Im vergangenen Jahr hätten sich im Südwesten 200 Juristen auf 170 Stellen in der Justiz beworben. «Da kann man sagen, das reicht doch, es garantiert aber nicht, dass die über ein glänzendes Examen hinausgehenden erforderlichen Kenntnisse von Psychologie, Wirtschaft und IT mitgebracht werden», sagte Schindler. Mit 57.000 Euro brutto im Südwesten sei das Einstiegsgehalt für Richter und Staatsanwälte nicht konkurrenzfähig. «Der Beruf ist toll, aber ob sich eine junge Familie davon ein Eigenheim leisten kann, steht auf einem anderen Blatt.»
Vor diesem Hintergrund warnt der Richterbund vor Qualitäts- und Geschwindigkeitseinbußen bei Urteilen. Vor allem in Ostdeutschland klaffe die Schere zwischen Nachfrage und Angebot an Studienabgängern weit auseinander. Dort werde die Pensionierungswelle der Babyboomer-Generation zu Buche schlagen. Und die nachfolgende Generation - zu 60 Prozent weiblich - entscheide sich zunehmend zur Teilzeitarbeit.

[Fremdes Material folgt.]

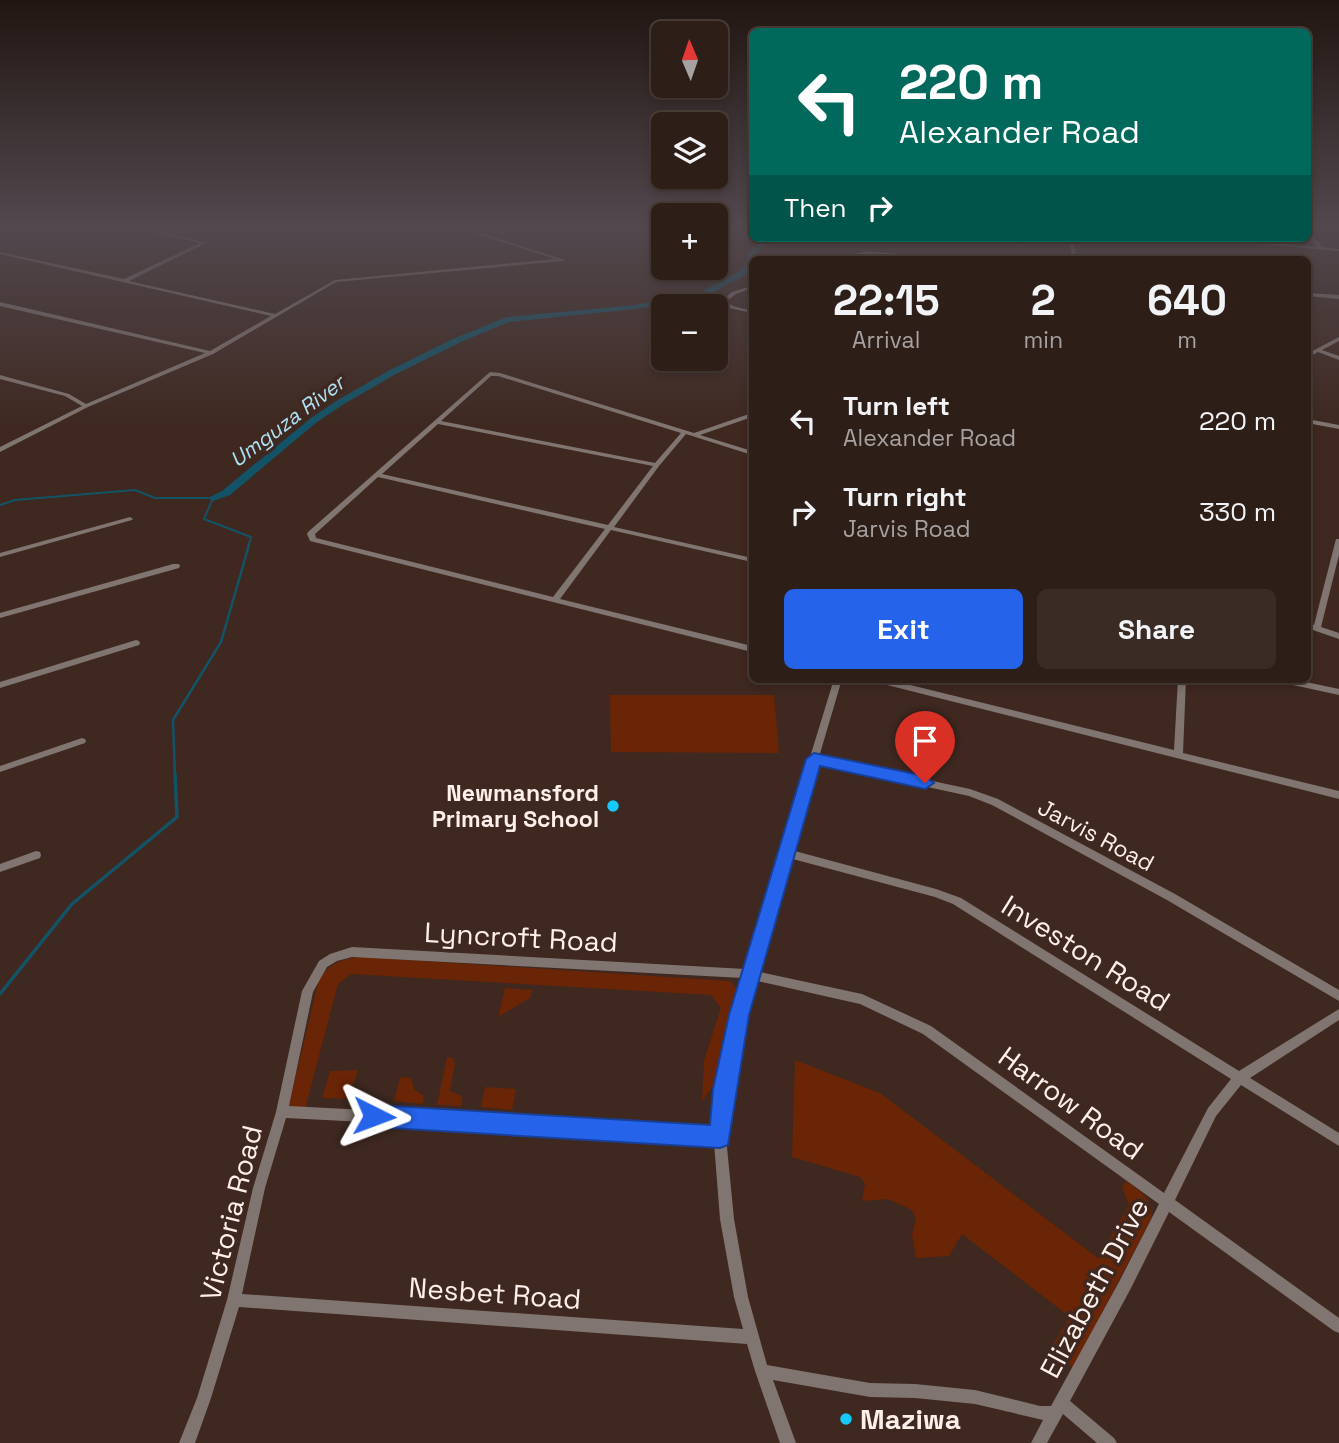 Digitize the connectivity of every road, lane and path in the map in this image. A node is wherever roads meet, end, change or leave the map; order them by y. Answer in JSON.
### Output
{"nodes":[{"id":1,"x":176,"y":292,"type":"edge"},
{"id":2,"x":315,"y":292,"type":"edge"},
{"id":3,"x":736,"y":292,"type":"edge"},
{"id":4,"x":1311,"y":294,"type":"edge"},
{"id":5,"x":1339,"y":297,"type":"edge"},
{"id":6,"x":0,"y":304,"type":"edge"},
{"id":7,"x":749,"y":311,"type":"edge"},
{"id":8,"x":275,"y":314,"type":"junction"},
{"id":9,"x":1339,"y":339,"type":"edge"},
{"id":10,"x":1319,"y":351,"type":"junction"},
{"id":11,"x":211,"y":353,"type":"junction"},
{"id":12,"x":1311,"y":354,"type":"edge"},
{"id":13,"x":1339,"y":358,"type":"edge"},
{"id":14,"x":0,"y":377,"type":"edge"},
{"id":15,"x":86,"y":406,"type":"junction"},
{"id":16,"x":749,"y":416,"type":"edge"},
{"id":17,"x":436,"y":422,"type":"junction"},
{"id":18,"x":1311,"y":422,"type":"edge"},
{"id":19,"x":1339,"y":427,"type":"edge"},
{"id":20,"x":684,"y":433,"type":"junction"},
{"id":21,"x":694,"y":435,"type":"junction"},
{"id":22,"x":0,"y":450,"type":"edge"},
{"id":23,"x":749,"y":452,"type":"edge"},
{"id":24,"x":657,"y":465,"type":"junction"},
{"id":25,"x":377,"y":475,"type":"junction"},
{"id":26,"x":130,"y":519,"type":"dead end"},
{"id":27,"x":610,"y":527,"type":"junction"},
{"id":28,"x":1339,"y":541,"type":"edge"},
{"id":29,"x":0,"y":555,"type":"edge"},
{"id":30,"x":749,"y":559,"type":"edge"},
{"id":31,"x":176,"y":566,"type":"dead end"},
{"id":32,"x":555,"y":600,"type":"junction"},
{"id":33,"x":0,"y":616,"type":"edge"},
{"id":34,"x":1311,"y":626,"type":"edge"},
{"id":35,"x":1317,"y":628,"type":"junction"},
{"id":36,"x":1339,"y":636,"type":"edge"},
{"id":37,"x":136,"y":643,"type":"dead end"},
{"id":38,"x":749,"y":648,"type":"edge"},
{"id":39,"x":837,"y":683,"type":"edge"},
{"id":40,"x":891,"y":683,"type":"edge"},
{"id":41,"x":1182,"y":683,"type":"edge"},
{"id":42,"x":1297,"y":683,"type":"edge"},
{"id":43,"x":0,"y":685,"type":"edge"},
{"id":44,"x":1339,"y":692,"type":"edge"},
{"id":45,"x":82,"y":741,"type":"dead end"},
{"id":46,"x":1178,"y":755,"type":"junction"},
{"id":47,"x":814,"y":759,"type":"junction"},
{"id":48,"x":0,"y":769,"type":"edge"},
{"id":49,"x":1339,"y":795,"type":"edge"},
{"id":50,"x":787,"y":853,"type":"junction"},
{"id":51,"x":36,"y":855,"type":"dead end"},
{"id":52,"x":0,"y":868,"type":"edge"},
{"id":53,"x":749,"y":974,"type":"junction"},
{"id":54,"x":309,"y":991,"type":"joint"},
{"id":55,"x":1339,"y":996,"type":"edge"},
{"id":56,"x":1339,"y":1014,"type":"edge"},
{"id":57,"x":1239,"y":1077,"type":"junction"},
{"id":58,"x":282,"y":1112,"type":"junction"},
{"id":59,"x":720,"y":1137,"type":"junction"},
{"id":60,"x":1339,"y":1140,"type":"edge"},
{"id":61,"x":1167,"y":1202,"type":"junction"},
{"id":62,"x":234,"y":1300,"type":"junction"},
{"id":63,"x":1339,"y":1326,"type":"edge"},
{"id":64,"x":752,"y":1337,"type":"junction"},
{"id":65,"x":762,"y":1371,"type":"junction"},
{"id":66,"x":1058,"y":1408,"type":"junction"},
{"id":67,"x":187,"y":1443,"type":"edge"},
{"id":68,"x":788,"y":1443,"type":"edge"},
{"id":69,"x":1039,"y":1443,"type":"edge"},
{"id":70,"x":1109,"y":1443,"type":"edge"}],
"edges":[{"from":1,"to":8,"type":"street"},
{"from":2,"to":8,"type":"street"},
{"from":3,"to":7,"type":"street"},
{"from":4,"to":5,"type":"street"},
{"from":6,"to":11,"type":"street"},
{"from":8,"to":11,"type":"street"},
{"from":9,"to":10,"type":"street"},
{"from":10,"to":12,"type":"street"},
{"from":10,"to":13,"type":"street"},
{"from":11,"to":15,"type":"street"},
{"from":14,"to":15,"type":"street"},
{"from":15,"to":22,"type":"street"},
{"from":16,"to":21,"type":"street"},
{"from":17,"to":20,"type":"street"},
{"from":17,"to":24,"type":"street"},
{"from":17,"to":25,"type":"street"},
{"from":18,"to":19,"type":"street"},
{"from":20,"to":21,"type":"street"},
{"from":20,"to":24,"type":"street"},
{"from":21,"to":23,"type":"street"},
{"from":24,"to":27,"type":"street"},
{"from":25,"to":27,"type":"street"},
{"from":25,"to":32,"type":"street"},
{"from":26,"to":29,"type":"street"},
{"from":27,"to":30,"type":"street"},
{"from":27,"to":32,"type":"street"},
{"from":28,"to":35,"type":"street"},
{"from":31,"to":33,"type":"street"},
{"from":32,"to":38,"type":"street"},
{"from":34,"to":35,"type":"street"},
{"from":35,"to":36,"type":"street"},
{"from":37,"to":43,"type":"street"},
{"from":39,"to":47,"type":"street"},
{"from":40,"to":46,"type":"street"},
{"from":41,"to":46,"type":"street"},
{"from":42,"to":44,"type":"street"},
{"from":45,"to":48,"type":"street"},
{"from":46,"to":49,"type":"street"},
{"from":47,"to":50,"type":"street"},
{"from":47,"to":55,"type":"street","name":"Jarvis Road"},
{"from":50,"to":53,"type":"street"},
{"from":50,"to":57,"type":"street","name":"Investon Road"},
{"from":51,"to":52,"type":"street"},
{"from":53,"to":54,"type":"street","name":"Lyncroft Road"},
{"from":53,"to":59,"type":"street"},
{"from":53,"to":61,"type":"street","name":"Harrow Road"},
{"from":54,"to":58,"type":"street","name":"Victoria Road"},
{"from":56,"to":57,"type":"street","name":"Elizabeth Drive"},
{"from":57,"to":60,"type":"street","name":"Investon Road"},
{"from":57,"to":61,"type":"street","name":"Elizabeth Drive"},
{"from":58,"to":59,"type":"street"},
{"from":58,"to":62,"type":"street","name":"Victoria Road"},
{"from":59,"to":64,"type":"street"},
{"from":61,"to":63,"type":"street","name":"Harrow Road"},
{"from":61,"to":66,"type":"street","name":"Elizabeth Drive"},
{"from":62,"to":64,"type":"street","name":"Nesbet Road"},
{"from":62,"to":67,"type":"street","name":"Victoria Road"},
{"from":64,"to":65,"type":"street"},
{"from":65,"to":66,"type":"street"},
{"from":65,"to":68,"type":"street"},
{"from":66,"to":69,"type":"street","name":"Elizabeth Drive"},
{"from":66,"to":70,"type":"street"}]}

Die finanzielle Vergütung ist zudem recht unterschiedlich, wie eine bundesweite Erhebung des DRB zum Jahreswechsel 2022/2023 ergab: So erhält ein junger unverheirateter Richter oder eine junge ledige Staatsanwältin in Bayern zum Start der beruflichen Laufbahn monatlich 5021 Euro brutto, das sind 271 Euro mehr als in Baden-Württemberg und 644 Euro mehr als im Saarland. Das Saarland bildet damit weiterhin das Schlusslicht bei der Besoldung junger Richter und Staatsanwälte, knapp davor stehen Thüringen auf dem vorletzten und Rheinland-Pfalz auf dem drittletzten Platz. Auf den vorderen Rängen folgen nach weiteren Angaben des DRB hinter Bayern auf Platz zwei Hamburg und das drittplatzierte Baden-Württemberg.
Der DRB plädiert für eine bundeseinheitliche und höhere Besoldung der 22.000 Richter und 6200 Staatsanwälte in Deutschland und verweist auf die Kritik der EU-Kommission an der aus deren Sicht bundesweit zu geringen Besoldung. Sie sei im Vergleich zum Durchschnittseinkommen eine der niedrigsten in Europa.